Let’s strip it down to what the last decade of compensation and ownership data really says:

  1. Independent practice is less common but more bifurcated.

    • Weak, under‑scaled groups sell or close.
    • Strong, scaled groups and PE‑backed platforms mint serious money.
  2. Owner-physicians still, on average, earn more than employed physicians in similar roles.

    • The gap varies by specialty, region, and execution quality.
    • There is real risk and a slog phase, but the payoff is tangible, not theoretical.
  3. Hospitals and corporate players are not buying practices out of charity.

    • They see value — in your downstream revenue, your referral patterns, your negotiating power.
    • When you sell early, you cash out that value once and then watch someone else own the upside.
  4. The “private practice is dead” narrative is mostly from physicians who:

    • Lived through a badly run practice
    • Never saw well‑managed groups’ books
    • Or opted for employment and need to justify it emotionally

You do not have to own a practice. You do not have to be an entrepreneur. But do not confuse “hard, uncomfortable, unfamiliar” with “financially doomed.”

Private practice is not dying financially. It is evolving, consolidating, and punishing complacency. For the physicians willing to treat it like a business instead of a nostalgia project, the money is still very much there.


FAQ

1. Is it true that new grads can’t make private practice work anymore?
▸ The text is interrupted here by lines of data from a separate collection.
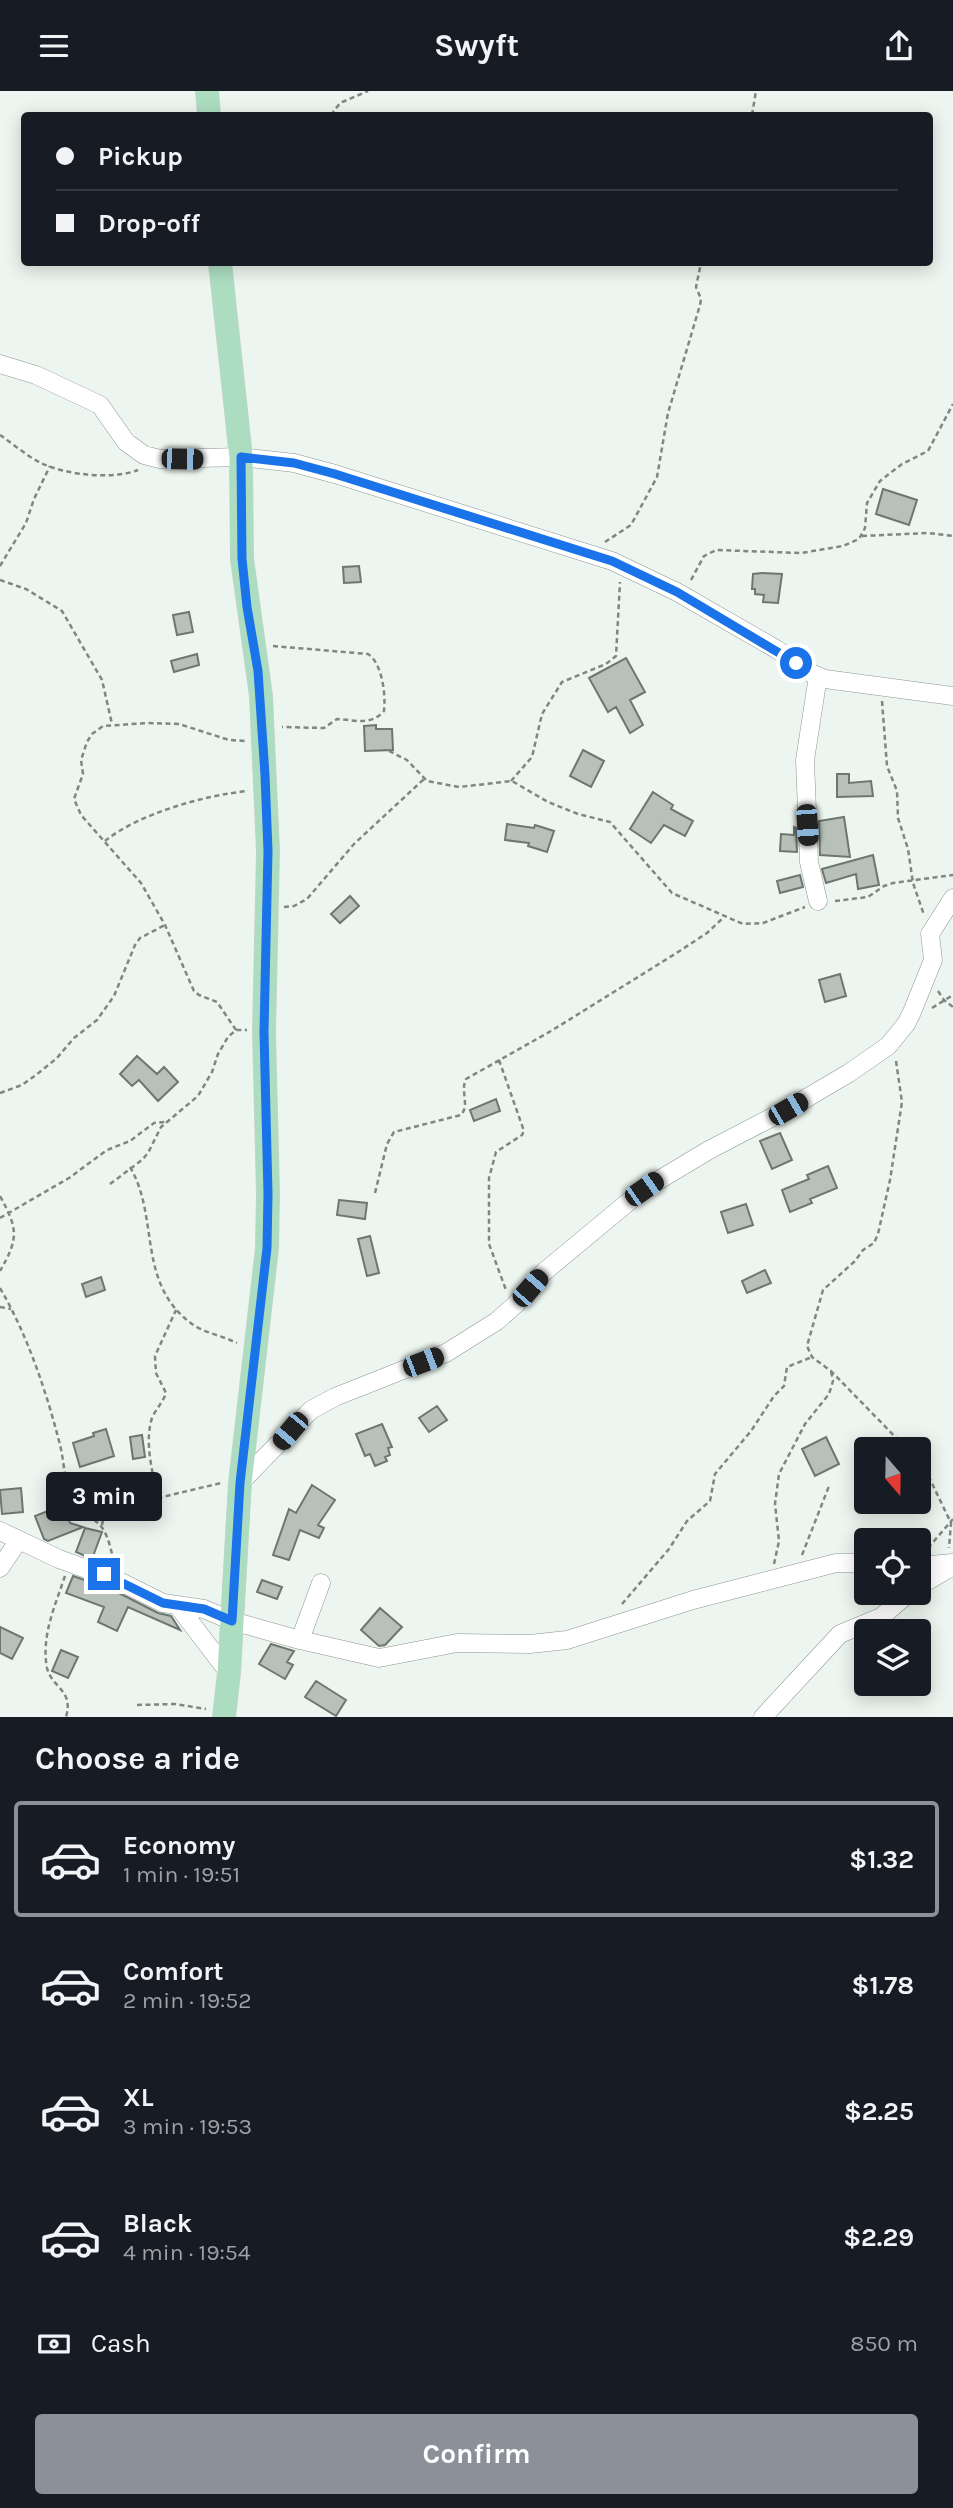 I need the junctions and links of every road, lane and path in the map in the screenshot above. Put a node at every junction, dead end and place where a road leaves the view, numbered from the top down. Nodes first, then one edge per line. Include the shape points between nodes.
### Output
1 (207, 91) edge
2 (368, 91) edge
3 (756, 91) edge
4 (209, 112) edge
5 (333, 112) edge
6 (752, 112) edge
7 (220, 266) edge
8 (700, 266) edge
9 (0, 364) edge
10 (953, 404) edge
11 (0, 435) edge
12 (241, 457) junction
13 (159, 459) junction
14 (50, 466) junction
15 (862, 536) junction
16 (953, 536) edge
17 (587, 553) junction
18 (621, 565) junction
19 (0, 566) edge
20 (0, 580) edge
21 (683, 596) junction
22 (252, 645) junction
23 (818, 676) junction
24 (881, 687) junction
25 (953, 696) edge
26 (112, 724) junction
27 (263, 736) junction
28 (389, 751) dead end
29 (424, 779) junction
30 (510, 781) junction
31 (266, 789) junction
32 (104, 841) junction
33 (953, 875) edge
34 (912, 881) junction
35 (953, 898) edge
36 (818, 901) junction
37 (267, 909) junction
38 (724, 917) junction
39 (166, 925) junction
40 (930, 935) junction
41 (953, 995) edge
42 (944, 1000) dead end
43 (236, 1030) junction
44 (264, 1032) junction
45 (896, 1054) dead end
46 (499, 1060) junction
47 (0, 1093) edge
48 (167, 1122) junction
49 (130, 1167) junction
50 (110, 1184) dead end
51 (375, 1193) dead end
52 (0, 1196) edge
53 (10, 1214) junction
54 (0, 1218) edge
55 (0, 1271) edge
56 (0, 1288) edge
57 (0, 1307) edge
58 (11, 1309) junction
59 (177, 1309) junction
60 (509, 1311) junction
61 (255, 1353) junction
62 (812, 1357) junction
63 (831, 1371) junction
64 (895, 1437) edge
65 (241, 1481) junction
66 (931, 1481) edge
67 (829, 1486) dead end
68 (158, 1498) junction
69 (952, 1521) edge
70 (101, 1527) junction
71 (0, 1531) edge
72 (19, 1540) junction
73 (931, 1547) edge
74 (931, 1561) edge
75 (854, 1562) edge
76 (70, 1563) junction
77 (950, 1564) edge
78 (0, 1567) edge
79 (796, 1574) junction
80 (931, 1577) edge
81 (777, 1579) junction
82 (117, 1580) junction
83 (321, 1583) dead end
84 (895, 1605) edge
85 (177, 1606) junction
86 (232, 1621) junction
87 (603, 1629) junction
88 (300, 1640) junction
89 (229, 1673) junction
90 (137, 1705) dead end
91 (224, 1716) edge
92 (66, 1717) edge
93 (764, 1717) edge

1 - 4 main road
2 - 5 path via 340,103
3 - 6 path
7 - 12 main road
8 - 17 path via 696,287 700,305 668,413 657,478 631,525
9 - 13 street via 100,405 132,448
10 - 15 path via 928,451 880,481 867,503
11 - 14 path
12 - 13 street
12 - 17 street via 294,463 335,474
12 - 22 main road via 242,559
13 - 14 path via 122,476
14 - 19 path via 26,523
15 - 16 path
15 - 21 path via 843,547 801,553 716,550 704,556
17 - 18 street
18 - 21 street
18 - 30 path via 617,656 562,682 542,714 532,757
20 - 26 path via 26,589 62,611 102,680
21 - 23 street
22 - 27 main road
22 - 27 path via 368,654 377,663 383,690 384,711 374,719 338,719 324,728 283,727
23 - 24 street
23 - 36 street via 804,760 809,862
24 - 25 street
24 - 34 path via 887,766 899,799 898,818
26 - 27 path via 178,724 229,740
26 - 32 path via 86,742 74,799 81,815
27 - 31 main road
28 - 29 path via 416,768
29 - 30 path via 456,787
29 - 37 path via 354,844 307,899
30 - 38 path via 548,802 610,822 672,893
31 - 32 path via 200,798 118,830
31 - 37 main road
32 - 39 path via 141,883
33 - 34 path
34 - 36 path via 888,884 863,898
34 - 40 path
35 - 40 street
36 - 38 path via 756,924
37 - 44 main road
38 - 46 path via 675,954
39 - 43 path via 190,984 198,995 217,1002
39 - 47 path via 140,938 114,996 97,1020 36,1075
40 - 60 street via 934,956 930,968 906,1024 888,1046 808,1097 644,1189 544,1272
41 - 42 path
43 - 44 path
43 - 48 path via 225,1041 198,1096
44 - 61 main road via 267,1248
45 - 62 path via 902,1102 878,1234 823,1290 807,1342
46 - 51 path via 466,1079 461,1115 394,1132
46 - 60 path via 524,1131 496,1152 489,1178 489,1244
48 - 49 path via 148,1153
48 - 53 path via 154,1123 130,1141 99,1154
49 - 50 path
49 - 59 path via 140,1184 153,1263 161,1287
52 - 53 path
53 - 54 path
53 - 55 path via 15,1238
56 - 58 path
57 - 58 path
58 - 70 path via 51,1412 69,1494 76,1508
59 - 61 path via 195,1326
59 - 68 path via 155,1356 156,1373 166,1393 150,1427
60 - 65 street via 446,1353 311,1410
61 - 65 main road
62 - 63 path
62 - 87 path via 787,1367 784,1386 715,1474 710,1501 687,1521
63 - 64 path
63 - 81 path via 829,1394 804,1424 779,1474
65 - 68 path
65 - 86 main road
66 - 69 path
67 - 79 path
68 - 70 path via 120,1503 104,1515
69 - 73 path
69 - 77 path
70 - 82 path via 110,1544
71 - 72 street
72 - 76 street
72 - 78 street
74 - 77 street
75 - 79 street
76 - 82 street
76 - 92 path via 46,1645 49,1674 68,1702
77 - 80 street
79 - 81 street
81 - 87 street
82 - 85 street
83 - 88 street
84 - 93 street via 881,1617 841,1633
85 - 86 street via 204,1609
85 - 89 street
86 - 88 street
86 - 89 main road
87 - 88 street via 567,1640 457,1643 379,1658
89 - 91 main road
90 - 91 path via 175,1703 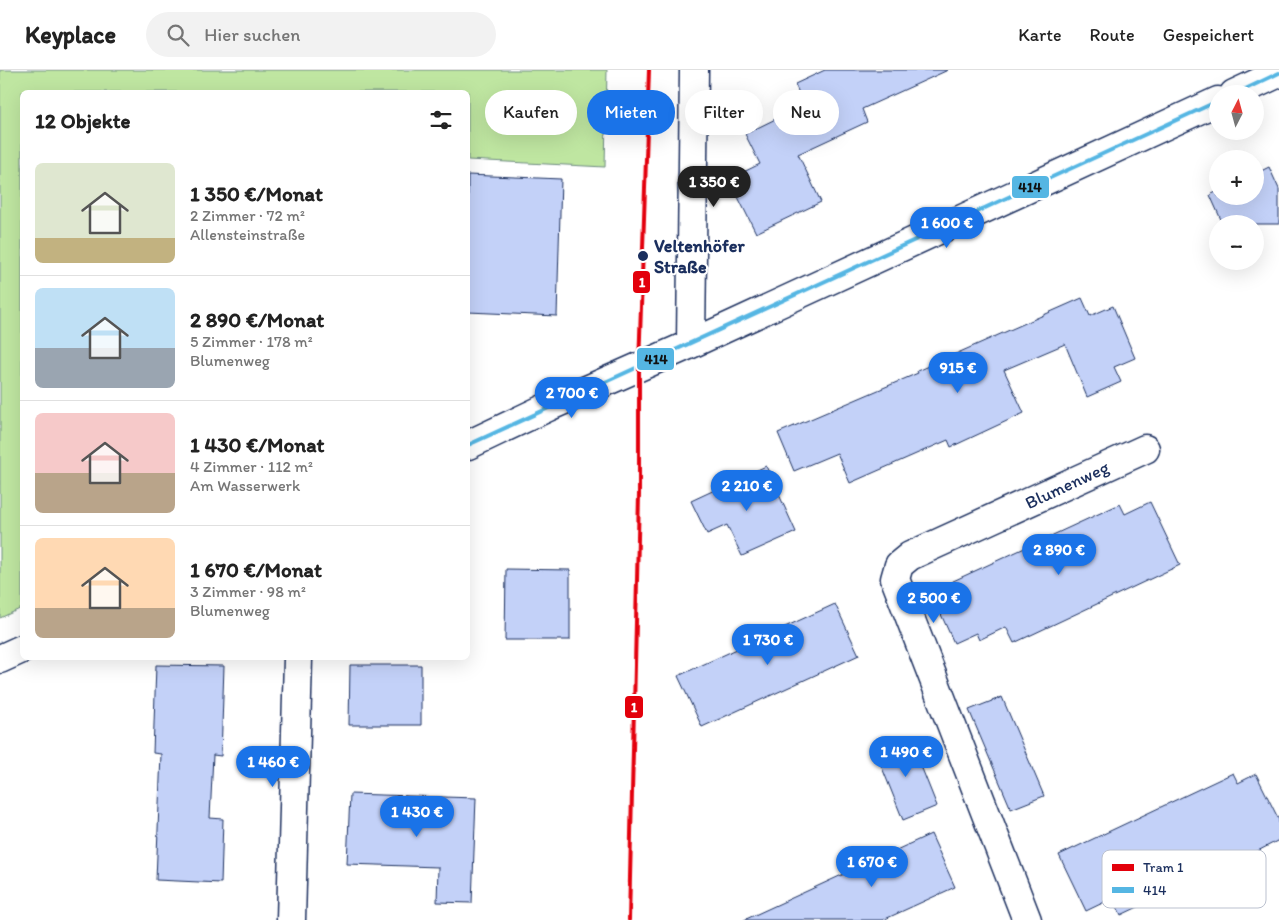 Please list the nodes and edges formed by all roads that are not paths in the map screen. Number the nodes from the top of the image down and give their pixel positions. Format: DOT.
graph roads {
  1 [pos="694,70"];
  2 [pos="1279,73"];
  3 [pos="1253,85"];
  4 [pos="1209,105"];
  5 [pos="692,344"];
  6 [pos="470,444"];
  7 [pos="1145,450"];
  8 [pos="20,650"];
  9 [pos="0,659"];
  10 [pos="298,660"];
  11 [pos="291,920"];
  12 [pos="1027,920"];
  1 -- 5 [label="street"];
  2 -- 3 [label="street"];
  4 -- 5 [label="street"];
  5 -- 6 [label="street"];
  7 -- 12 [label="street, Blumenweg"];
  8 -- 9 [label="street"];
  10 -- 11 [label="street"];
} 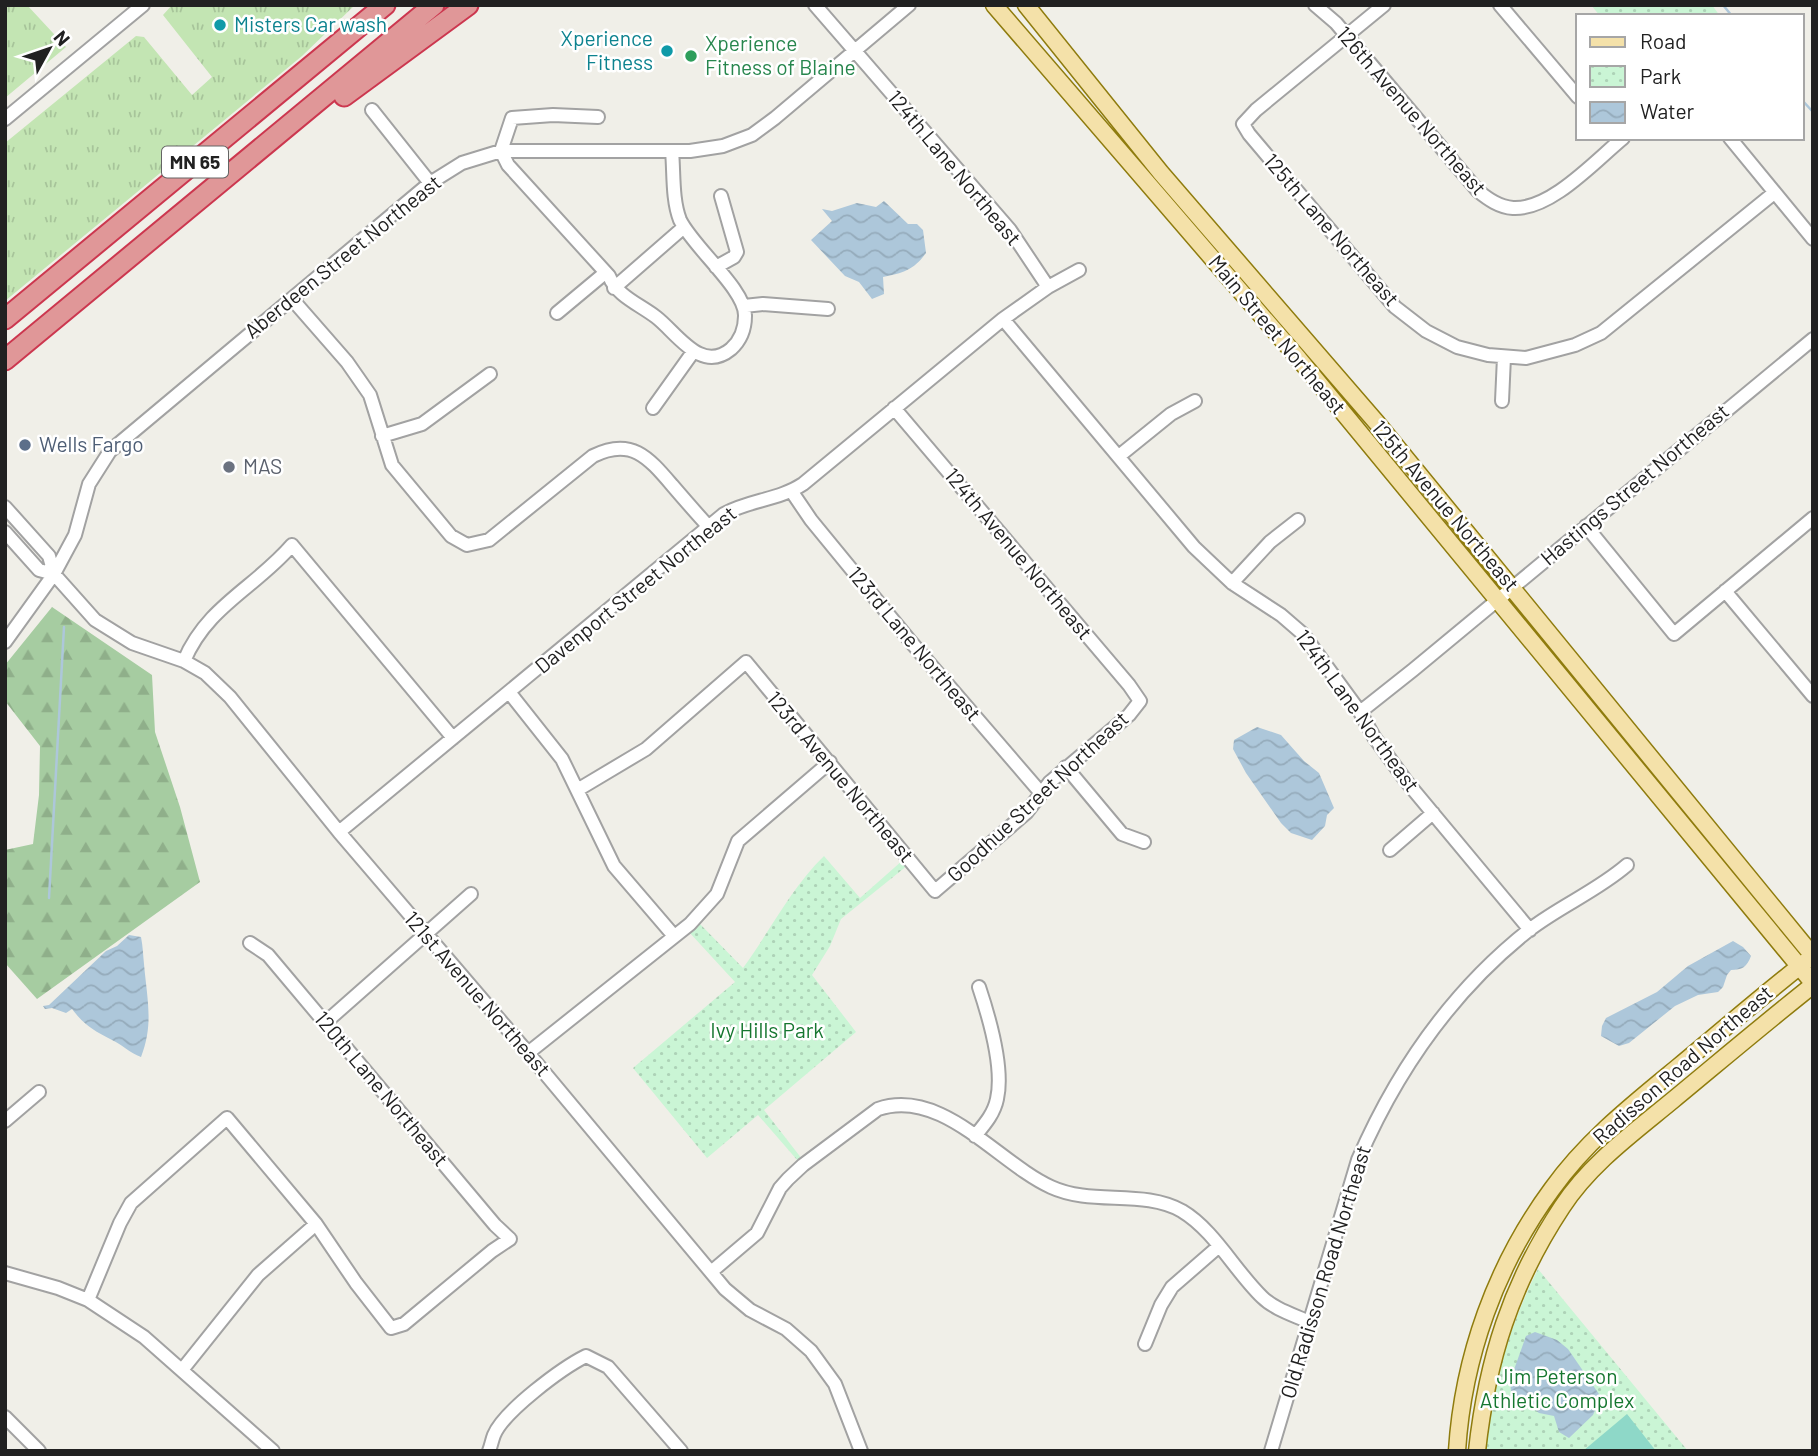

False. New grads can and do make private practice work, but not usually as lone wolves. The more realistic path now is joining a well‑run independent group with a clear partnership track, reasonable buy‑in, and real access to ancillaries. Going completely solo out of training is possible, but higher risk and requires strong business help from day one.

2. Does private equity ruin physician incomes in private practice?

It depends on the deal and the timing. Early partners in a platform often see a big liquidity event plus continued high income. Late‑stage hires usually feel like overworked employees with less upside. PE itself isn’t the villain; bad contracts and loss of control are. If you do not fully understand the waterfall, governance, and non‑competes, you’re the product being sold.

3. If I care mostly about work‑life balance, should I avoid private practice?

Not automatically. Many independent docs build better schedules and more control once the practice is stable. The problem is the ramp: first few years can be intense. If you want predictability from day one and never want to think about payroll or lease renewals, employment fits better. If you’re willing to grind early for more long‑term autonomy (and income), private practice is still a strong play.